Mr Hamilton, unable to undertake legal or political work, was forced to resort to less serious lines of work during his period of bankruptcy. His Manchester Erotica appearance, carrying a woman in pink underwear on his shoulders, confirmed how far he had travelled since his days as a trade minister. "It's dirty work but somebody's got to do it," he said.

That was the nearest the former Tatton MP has come to recognising his descent into parody, although the appearance was nothing compared to advertisements for the VH1 television channel's Valentine's Love-In programme, which featured him and his wife kissing at the cinema.

The period of bankruptcy was imposed at Macclesfield County Court after Mr Hamilton's failed libel action and subsequent appeal against the Harrods boss Mohammed Fayed left him with debts rumoured to total £3m.

It enabled the receiver to acquire the Old Rectory, the Hamilton residence in the Cheshire hamlet of Nether Alderley, which bears the Latin inscription Deus nobis haec otia fecit (God made for us this life of ease) above the door.

The couple held on to the place for three years as they struggled to find a selling price acceptable to the receiver, but when it finally went for £1.25m last year they turned to their bolthole, the Battersea flat that Mrs Hamilton has owned since 1961.

While Mr Hamilton has faced financial constraints, his wife's earning power has soared as she has established herself as the star of their bizarre media machine.
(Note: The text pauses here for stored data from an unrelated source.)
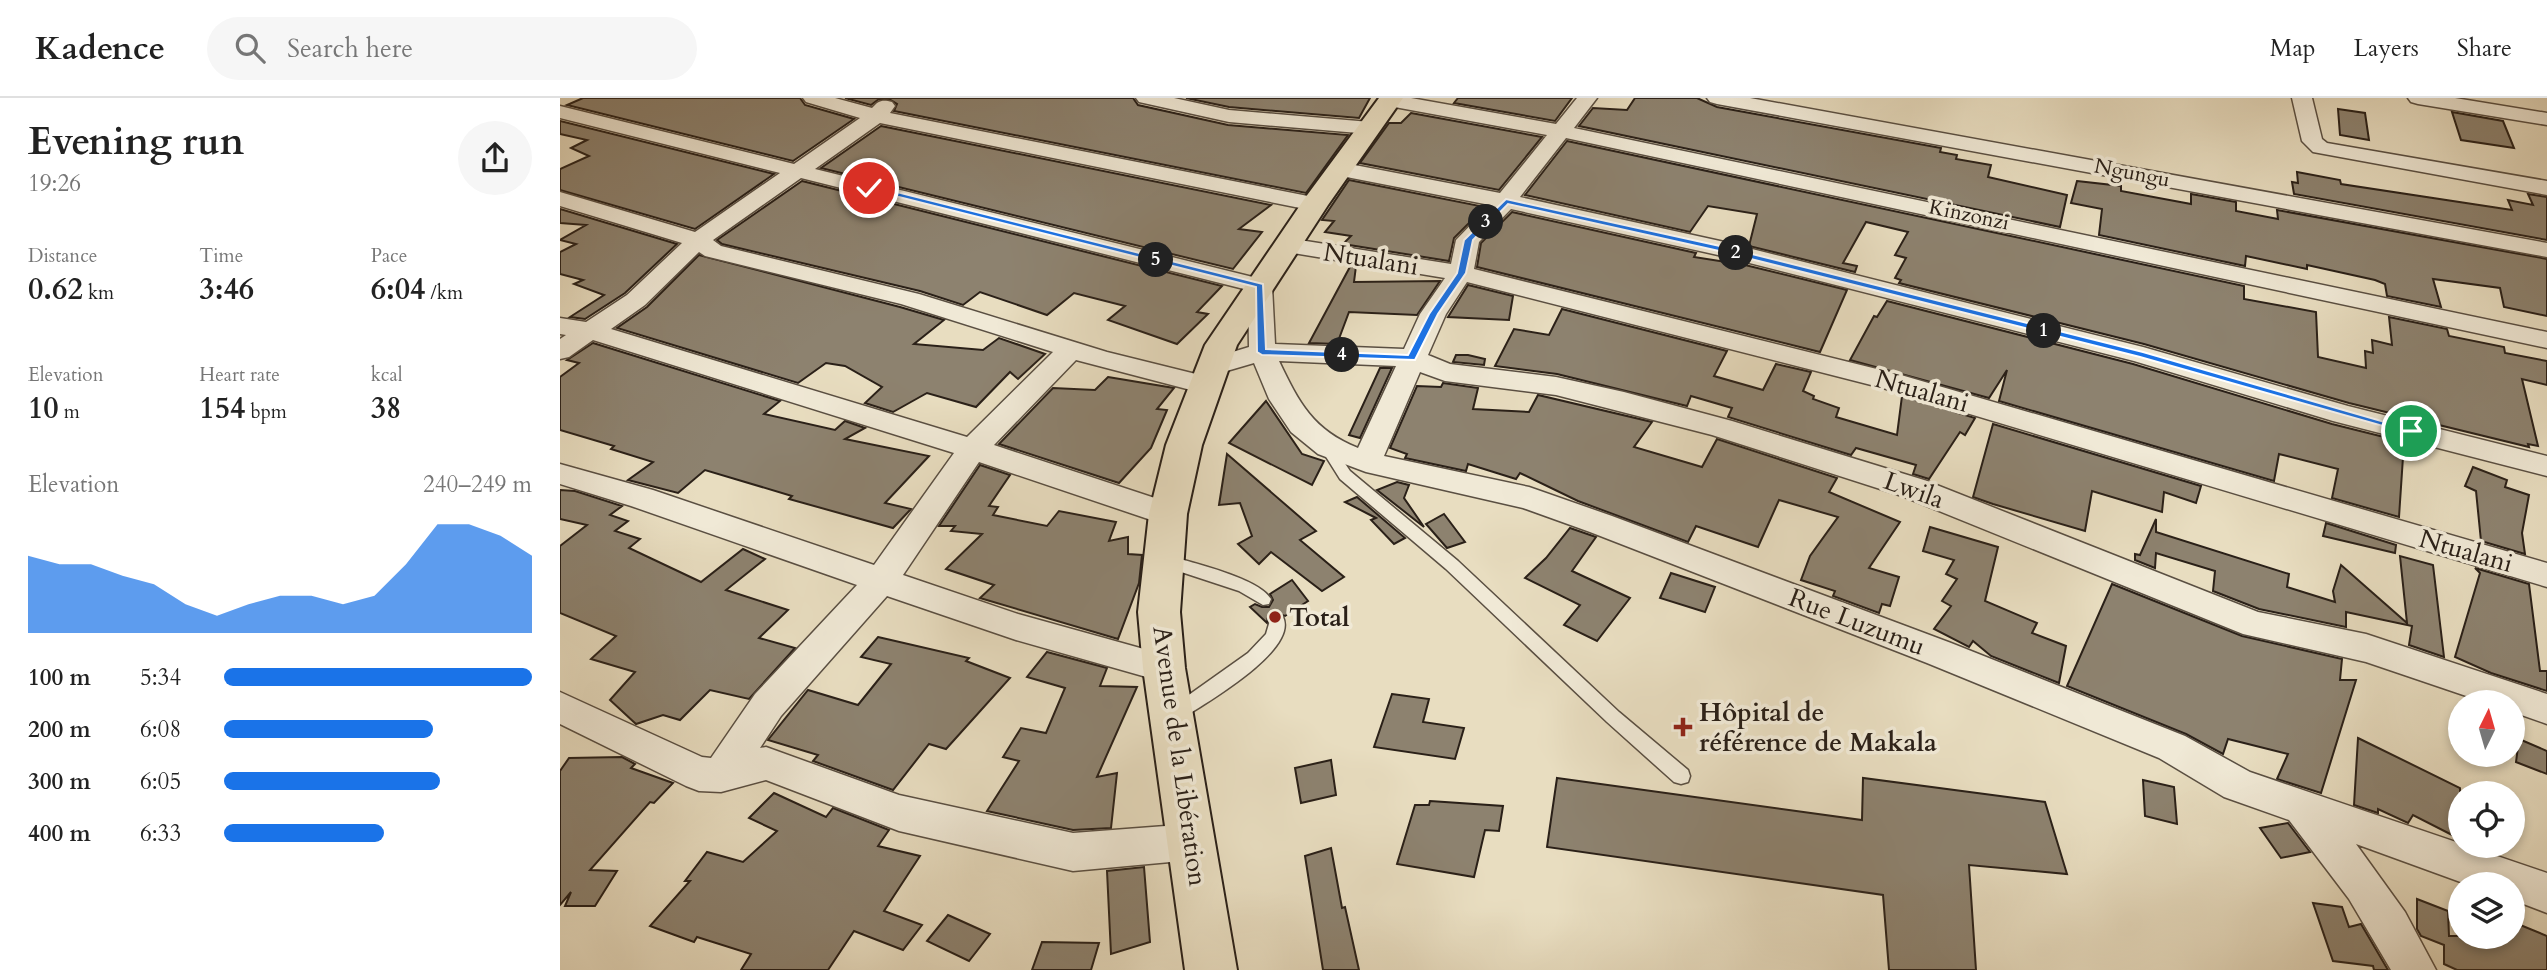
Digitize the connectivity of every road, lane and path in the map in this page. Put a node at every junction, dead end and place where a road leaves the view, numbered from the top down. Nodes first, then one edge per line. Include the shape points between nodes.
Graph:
1 (813, 98) edge
2 (894, 98) edge
3 (1146, 98) edge
4 (1587, 98) edge
5 (1717, 98) edge
6 (2302, 98) edge
7 (2418, 98) edge
8 (1390, 99) edge
9 (560, 112) edge
10 (876, 116) junction
11 (2547, 119) edge
12 (1370, 128) junction
13 (1561, 131) junction
14 (1339, 169) junction
15 (800, 170) junction
16 (2547, 188) edge
17 (560, 199) edge
18 (1506, 201) junction
19 (1315, 204) junction
20 (698, 240) junction
21 (1287, 245) junction
22 (2547, 250) edge
23 (1461, 273) junction
24 (1260, 286) junction
25 (574, 328) edge
26 (2547, 340) edge
27 (1070, 349) junction
28 (560, 351) edge
29 (1262, 352) junction
30 (1411, 358) junction
31 (1209, 376) junction
32 (1325, 444) junction
33 (973, 449) junction
34 (1366, 462) junction
35 (2547, 466) edge
36 (560, 474) edge
37 (1168, 514) junction
38 (1163, 560) junction
39 (2547, 575) edge
40 (881, 581) junction
41 (1263, 599) dead end
42 (1277, 622) dead end
43 (1164, 668) junction
44 (560, 706) edge
45 (2547, 709) edge
46 (1172, 716) junction
47 (721, 775) junction
48 (1681, 776) dead end
49 (2303, 808) junction
50 (1192, 842) junction
51 (2547, 893) edge
52 (1211, 970) edge
53 (2414, 970) edge

1 - 10 street
2 - 10 street
3 - 12 street via 1229,116
4 - 13 street
5 - 22 street, Ngungu
6 - 16 street via 2312,141 2320,148
7 - 11 street
8 - 12 highway, Avenue de la Libération
8 - 13 street, Kinzonzi
9 - 15 street
10 - 15 street
10 - 19 street
12 - 14 highway, Avenue de la Libération
13 - 18 street
13 - 26 street, Kinzonzi
14 - 18 street
14 - 19 highway, Avenue de la Libération
15 - 20 street
15 - 24 street
17 - 20 street
18 - 23 street via 1468,240
18 - 35 street via 1720,248 2143,355 2343,414
19 - 21 highway, Avenue de la Libération
20 - 25 street via 636,300
20 - 27 street via 713,251 910,299
21 - 23 street, Ntualani
21 - 24 highway, Avenue de la Libération
23 - 30 street
23 - 39 street, Ntualani via 1891,381
24 - 29 street, Rue Luzumu
24 - 31 highway, Avenue de la Libération via 1222,345
25 - 28 street
25 - 33 street
27 - 31 street
27 - 33 street
29 - 30 street, Lwila
29 - 31 street, Lwila
29 - 32 street, Rue Luzumu via 1301,425
30 - 34 street
30 - 45 street, Lwila via 1445,372 1556,386 1722,428 1913,488 2255,625 2303,631
31 - 37 highway, Avenue de la Libération via 1184,445
32 - 34 street, Rue Luzumu
32 - 48 lane via 1345,475 1452,565
33 - 37 street
33 - 40 street
34 - 49 street, Rue Luzumu via 1529,498 1601,524 2159,742 2238,785
36 - 40 street
37 - 38 highway, Avenue de la Libération
38 - 41 lane via 1245,587
38 - 43 highway, Avenue de la Libération via 1159,612
40 - 43 street via 1016,627
40 - 47 street via 768,705
42 - 46 lane via 1269,643
43 - 46 highway, Avenue de la Libération
44 - 47 street via 699,774
46 - 50 highway, Avenue de la Libération
47 - 50 street via 766,763 899,813 1073,852
49 - 51 street, Rue Luzumu
49 - 53 street via 2368,890 2397,933
50 - 52 highway, Avenue de la Libération

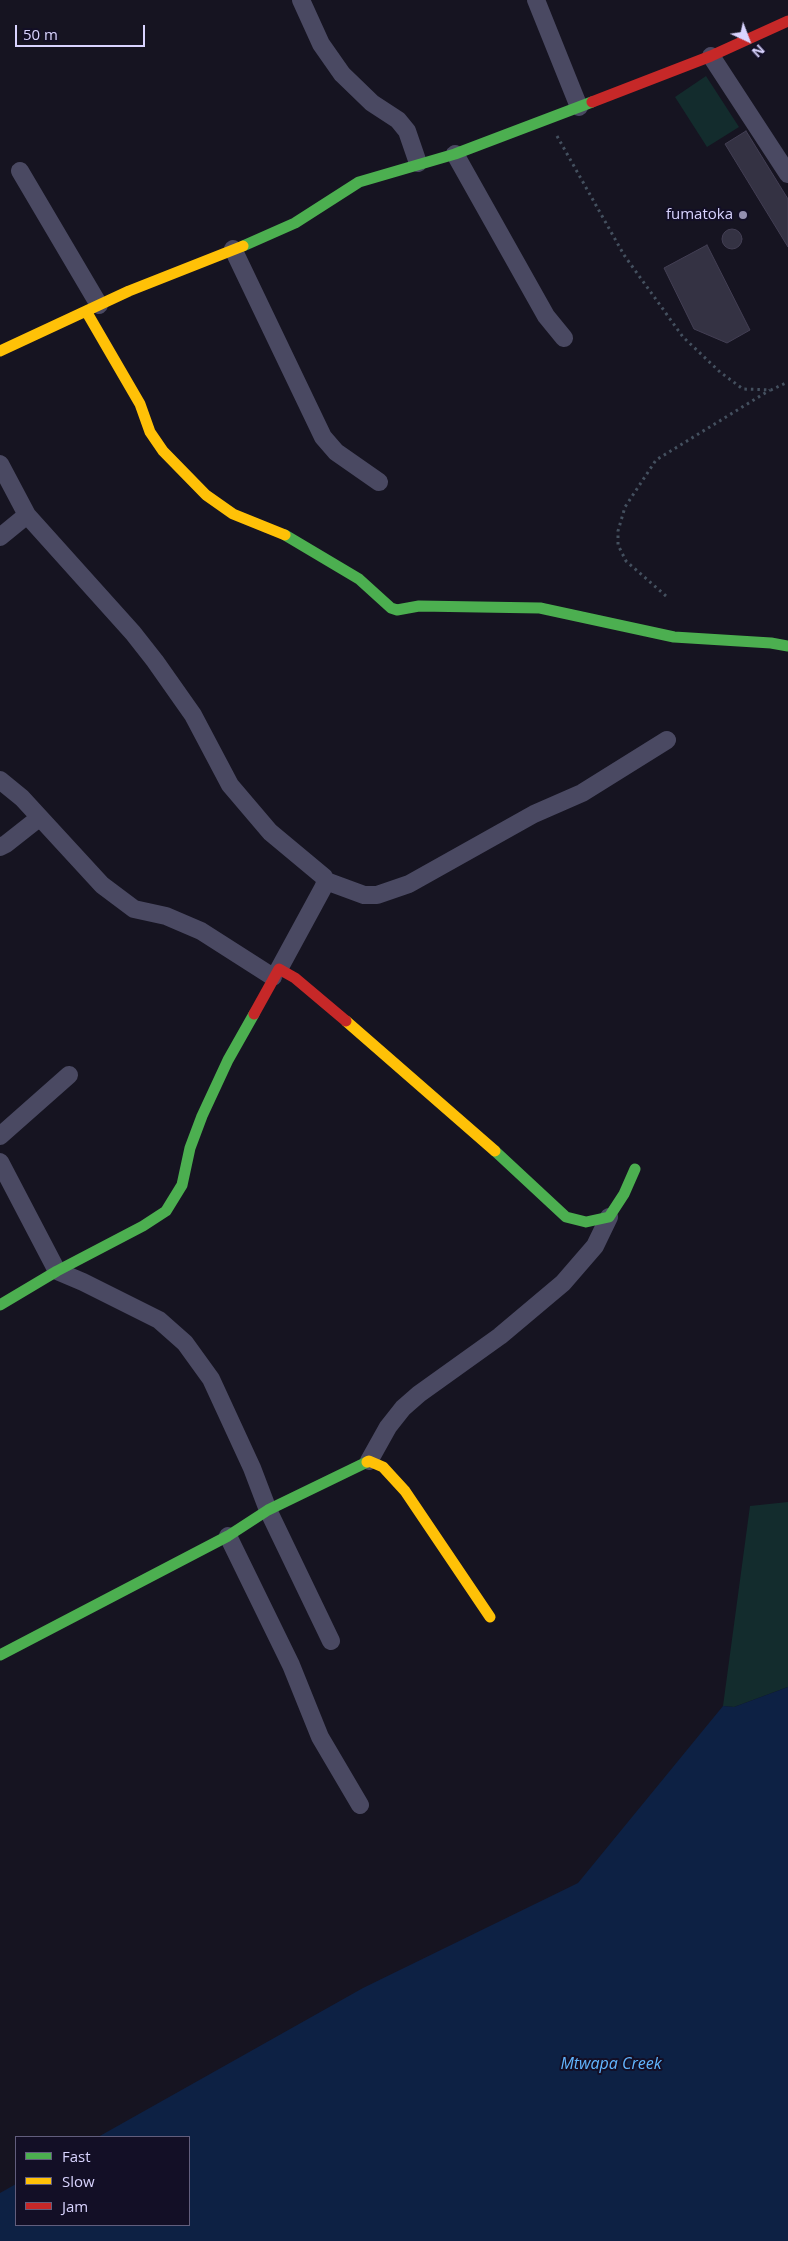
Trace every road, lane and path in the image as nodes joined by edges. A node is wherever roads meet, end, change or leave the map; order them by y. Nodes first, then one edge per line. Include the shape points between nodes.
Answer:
1 (301, 0) edge
2 (536, 0) edge
3 (788, 22) edge
4 (711, 56) junction
5 (579, 106) junction
6 (548, 119) junction
7 (455, 154) junction
8 (418, 163) junction
9 (20, 170) dead end
10 (788, 174) edge
11 (233, 249) junction
12 (93, 308) junction
13 (564, 338) dead end
14 (0, 351) edge
15 (788, 382) edge
16 (771, 390) junction
17 (0, 464) edge
18 (380, 482) dead end
19 (27, 515) junction
20 (0, 537) edge
21 (666, 596) dead end
22 (788, 646) edge
23 (667, 740) dead end
24 (0, 780) edge
25 (39, 818) junction
26 (0, 847) edge
27 (326, 881) junction
28 (276, 973) junction
29 (69, 1075) dead end
30 (0, 1136) edge
31 (0, 1162) edge
32 (635, 1170) dead end
33 (610, 1217) junction
34 (57, 1271) junction
35 (0, 1305) edge
36 (370, 1461) junction
37 (268, 1510) junction
38 (228, 1536) junction
39 (490, 1617) dead end
40 (331, 1641) dead end
41 (0, 1655) edge
42 (360, 1805) dead end

1 - 8 street via 321,44 342,74 372,103 398,120 406,131
2 - 5 street
3 - 4 street
4 - 5 street
4 - 10 street
5 - 6 street
6 - 7 street
6 - 16 path via 624,255 683,337 743,389
7 - 8 street
7 - 13 street via 546,316
8 - 11 street via 359,182 295,223
9 - 12 street
11 - 12 street via 129,290
11 - 18 street via 323,437 336,452
12 - 14 street
12 - 22 street via 140,404 150,432 163,451 206,495 233,514 290,537 359,579 391,608 540,608 674,637 771,642
15 - 16 path
16 - 21 path via 656,460 625,507 618,531 618,545 626,561
17 - 19 street
19 - 20 street
19 - 27 street via 155,661 193,715 230,785 270,832
23 - 27 street via 582,793 534,814 409,884 377,895 364,895
24 - 25 street
25 - 26 street
25 - 28 street via 102,885 134,909 166,916 201,931
27 - 28 street
28 - 33 street via 295,978 324,1002 566,1217 586,1222
28 - 34 street via 228,1060 202,1116 190,1148 182,1185 166,1211
29 - 30 street
31 - 34 street
32 - 33 street
33 - 36 street via 594,1246 563,1283 500,1336 403,1408 388,1427
34 - 35 street
34 - 37 street via 159,1320 185,1343 211,1379
36 - 37 street
36 - 39 street via 383,1467 406,1491
37 - 38 street
37 - 40 street
38 - 41 street
38 - 42 street via 291,1665 320,1737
A toe-curling appearance on the BBC's Have I Got News For You established the couple's utter lack of sense of how they appear to others. Greater humiliation followed on Who Wants to be a Celebrity Millionaire, but then Mrs Hamilton discovered an unexpected reality television niche, winning millions of unexpected votes during an extended stay in I'm a Celebrity ­ Get Me Out of Here! two years ago.

Her television appearances are sporadic but she is milking them for all they are worth. "I've been very busy recently commenting on the third series of I'm a Celebrity," she says on her website. "People often ask me how I describe myself now ­ to which I say 'media butterfly ... if it is legal, honest and faintly decent I am up for it'!"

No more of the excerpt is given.